(604b) Average and Local Distribution of Glass Transition Temperatures of Pmma-Swcnt Nanocomposites Studied Via Fluorescence | AIChE

(604b) Average and Local Distribution of Glass Transition Temperatures of Pmma-Swcnt Nanocomposites Studied Via Fluorescence

Authors 

Rittigstein, P. - Presenter, Northwestern University
Ramanathan, T. - Presenter, Northwestern University
Flory, A. L. - Presenter, Northwestern University
Brinson, L. C. - Presenter, Northwestern University


Polymer nanocomposites are the subject of increasing interest due to the unique properties that can be achieved with them. The presence of nanofillers in the polymer matrix can drastically alter the chain segmental mobility and limit the number of conformations of the polymer, changing the properties of the system. Previously [1], it was shown that addition of silica and alumina nanoparticles to the polymer matrix modifies the average Tg of the polymer. Here, both local and average values of Tg are characterized in polymer nanocomposites with single-walled carbon nanotubes (SWCNT). This is the first study to determine discrete distribution of Tg in polymer-nanofiller nanocomposites.
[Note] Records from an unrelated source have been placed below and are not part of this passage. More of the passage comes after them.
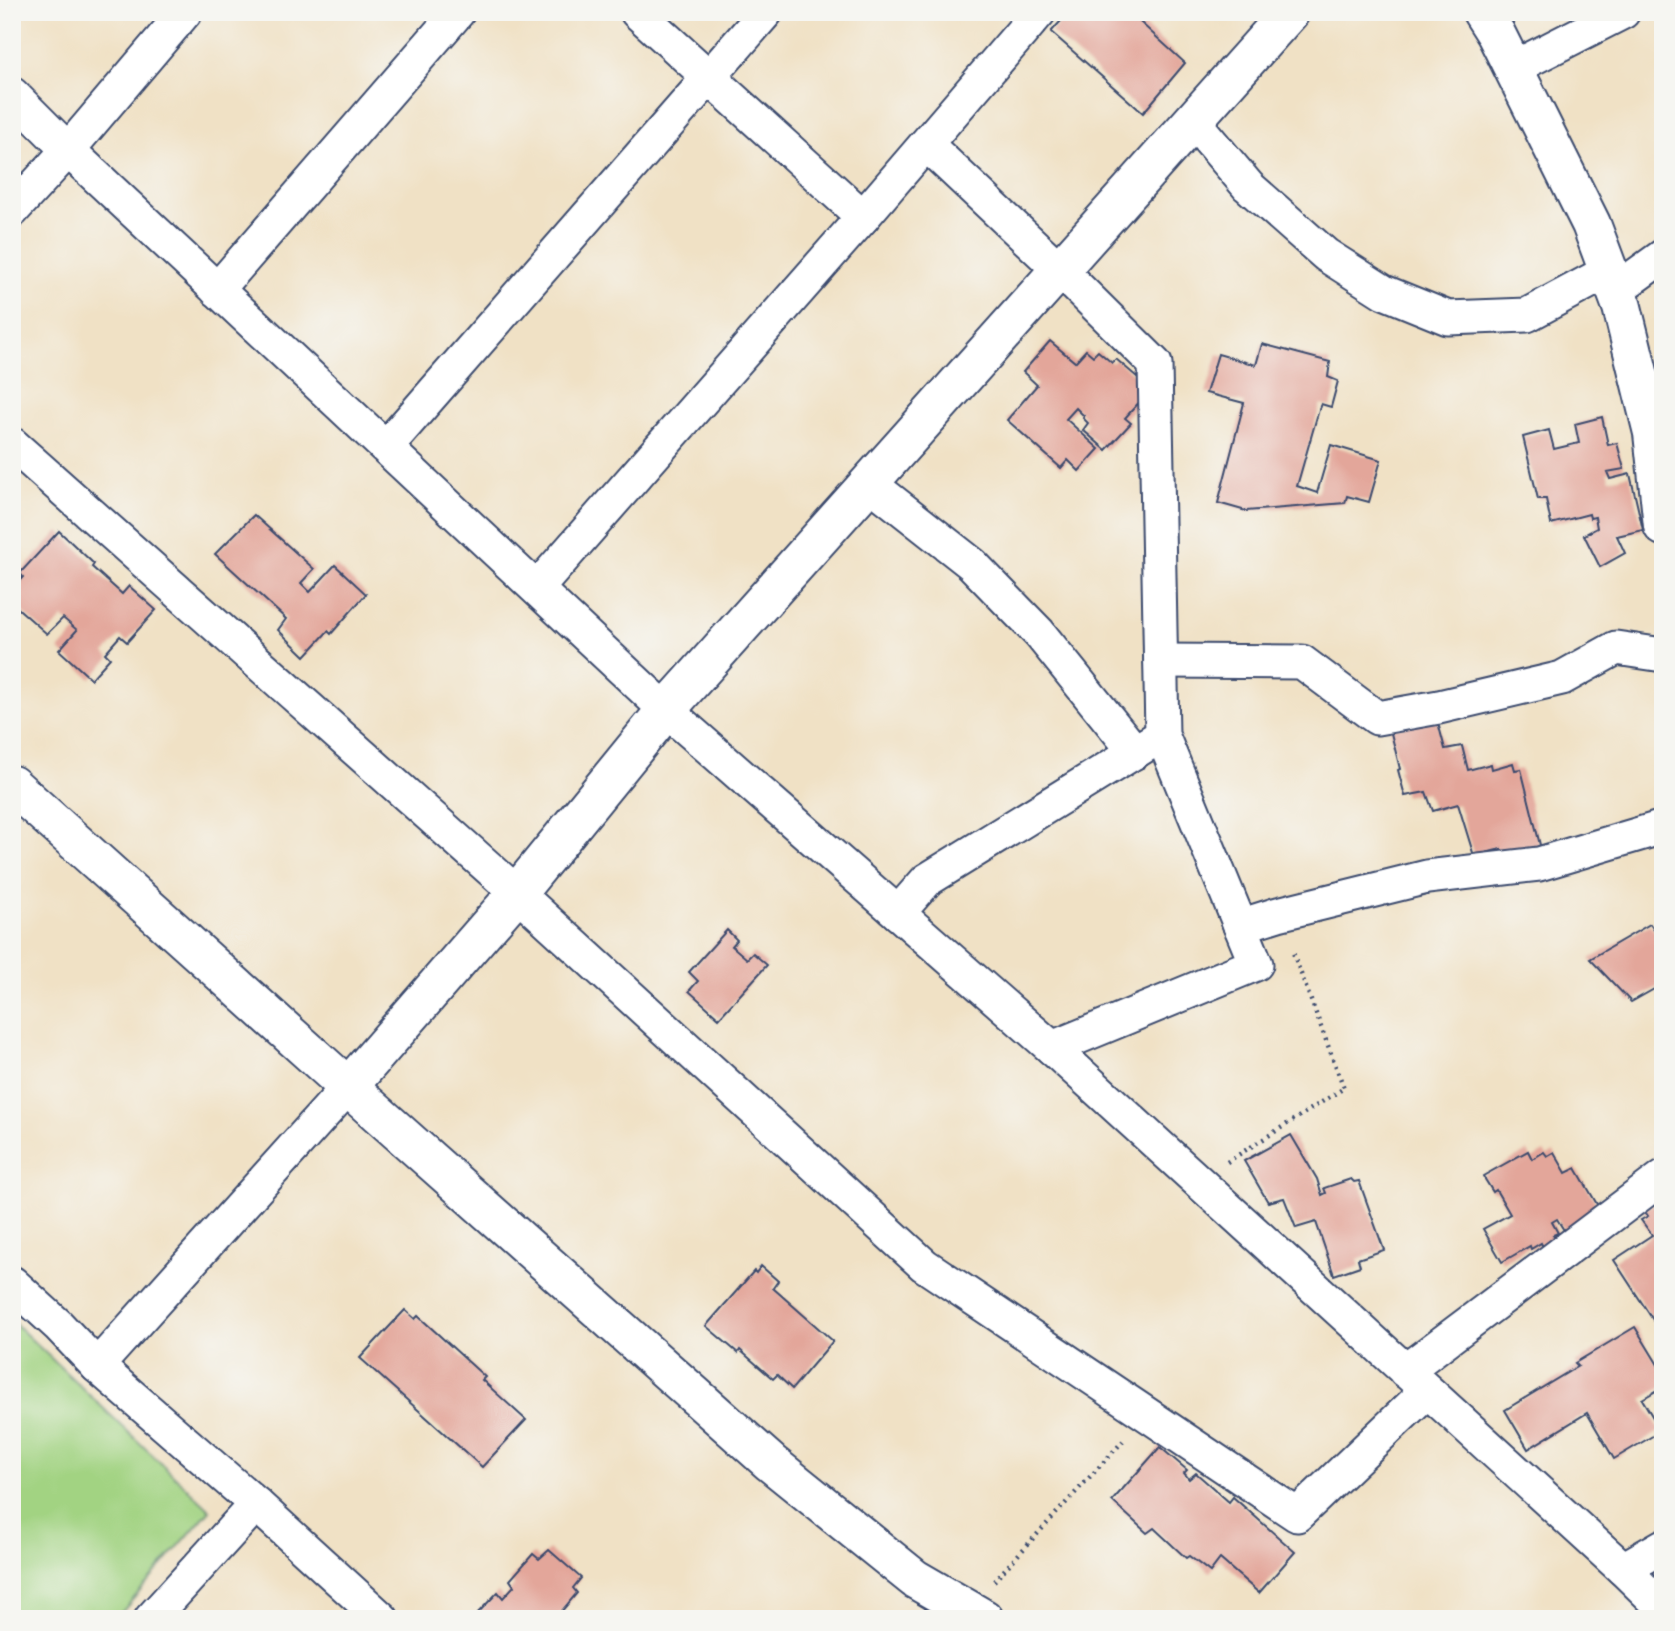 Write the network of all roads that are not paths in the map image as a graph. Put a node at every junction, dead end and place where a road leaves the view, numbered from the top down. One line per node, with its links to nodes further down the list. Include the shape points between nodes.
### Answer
1 (185, 12): 14 (street)
2 (458, 12): 20 (street)
3 (637, 12): 10 (street)
4 (766, 12): 10 (street)
5 (1039, 12): 13 (street)
6 (1290, 12): 12 (street)
7 (1482, 12): 9 (street)
8 (1623, 12): 9 (street)
9 (1513, 68): 19 (street, via 1591,223)
10 (709, 77): 16 (street); 23 (street)
11 (12, 94): 14 (street)
12 (1193, 121): 18 (street); 19 (street, via 1248,187 1326,255 1384,292 1448,318 1527,315)
13 (926, 144): 16 (street); 18 (street)
14 (68, 150): 15 (street); 20 (street)
15 (12, 211)
16 (863, 217): 26 (street)
17 (1663, 256): 19 (street)
18 (1060, 270): 24 (street); 28 (street, via 1155,364)
19 (1612, 280): 21 (street)
20 (217, 290): 23 (street)
21 (1658, 432): 25 (street)
22 (12, 443): 33 (street)
23 (386, 447): 26 (street)
24 (869, 483): 29 (street); 30 (street, via 972,564)
25 (1663, 526)
26 (537, 588): 29 (street)
27 (1663, 655): 28 (street, via 1615,648 1562,678 1377,718 1302,662)
28 (1161, 661): 30 (street)
29 (666, 710): 33 (street); 34 (street)
30 (1149, 744): 34 (street, via 927,880); 35 (street)
31 (12, 785): 37 (street)
32 (1663, 827): 35 (street, via 1539,864 1427,877)
33 (517, 893): 37 (street); 41 (street, via 924,1265 1297,1515)
34 (898, 913): 36 (street)
35 (1240, 926): 36 (street, via 1256,964)
36 (1052, 1048): 41 (street)
37 (348, 1087): 40 (street); 46 (street, via 771,1463 915,1579)
38 (1663, 1177): 41 (street)
39 (12, 1283): 40 (street)
40 (97, 1366): 42 (street)
41 (1416, 1381): 44 (street)
42 (256, 1504): 47 (street); 48 (street)
43 (1663, 1546): 44 (street)
44 (1623, 1569): 45 (street)
45 (1663, 1608)
46 (976, 1614)
47 (151, 1619)
48 (382, 1619)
Single-walled carbon nanotubes functionalized with amide groups, via chemical modification of carboxyl groups introduced on the carbon nanotube surface [2], allow for a covalent bonding with poly(methyl methacrylate) (PMMA) [3] to generate PMMA/SWCNT hybrid nanoparticles that were used as nanofillers for bulk PMMA. Fluorescence was used to measure both the local Tg and the average Tg of the system. The local PMMA Tg was measured using 4-tricyanovinyl-[N-(2-hydroxyethyl)-N-ethyl]aniline (TC1)-labeled PMMA attached to the SWCNT; these labeled PMMA/SWCNT hybrid nanoparticles were embedded in a non-labeled PMMA matrix. The average Tg was obtained by including non-labeled hybrid nanoparticles in a pyrene-doped PMMA matrix. It is important to note that the labeled and non-labeled PMMA have approximately the same bulk Tg and molecular weight; therefore, the local and average measurements of Tgs can be compared.

The results for hybrid nanoparticles composed of 1 wt% of SWCNT in the polymer brushes and using a phenyl group in the amide functionalized SWCNT, show that the Tg (measured by DSC) of the PMMA brushes, labeled and non-labeled, was 412 K, representing an increase in Tg of approximately 21 K compared to neat PMMA. When 0.3 wt% of these hybrid nanoparticles are introduced in a PMMA matrix, an average Tg of 396 K is observed in the nanocomposite using fluorescence, approximately 5 K above that of neat, bulk PMMA. Also using fluorescence, the local Tg of the PMMA brushes attached to the SWCNT and influenced by the PMMA matrix is approximately 408 K, or about 17 K above the Tg of neat, bulk PMMA. This shows that the local Tg influenced by the PMMA matrix (408 K) is between the Tg of the hybrid nanoparticles (412 K) and of the average Tg of the nanocomposite (396 K). The local and the average Tg of systems with different loading levels of these PMMA/SWCNT hybrid nanoparticles are currently under study. The use of side groups of different sizes in the amide functionalized SWCNT to measure a discrete distribution of Tgs in the polymer brushes and the influence of their distance from the SWCNT surface will also be investigated.

[1] Rittigstein, P. & Torkelson, J. M. Polymer-Nanoparticle Interfacial Interactions in Polymer Nanocomposites: Confinement Effects on Glass Transition Temperature and Supression of Physical Aging. Journal of Polymer Science: Part B: Polymer Physics, in press.

[2] Ramanathan, T., Fisher, F. T., Ruoff, R. S. & Brinson, L. C. Amino-Functionalized Carbon Nanotubes for Binding to Polymers and Biological Systems. Chemistry of Materials 17, 1290-1295 (2005).

[3] Ramanathan, T., Liu, H. & Brinson, L. C. Functionalized SWNT/Polymer Nanocomposites for Dramatic Property Improvement. Journal of Polymer Science: Part B: Polymer Physics 43, 2269-2279 (2005).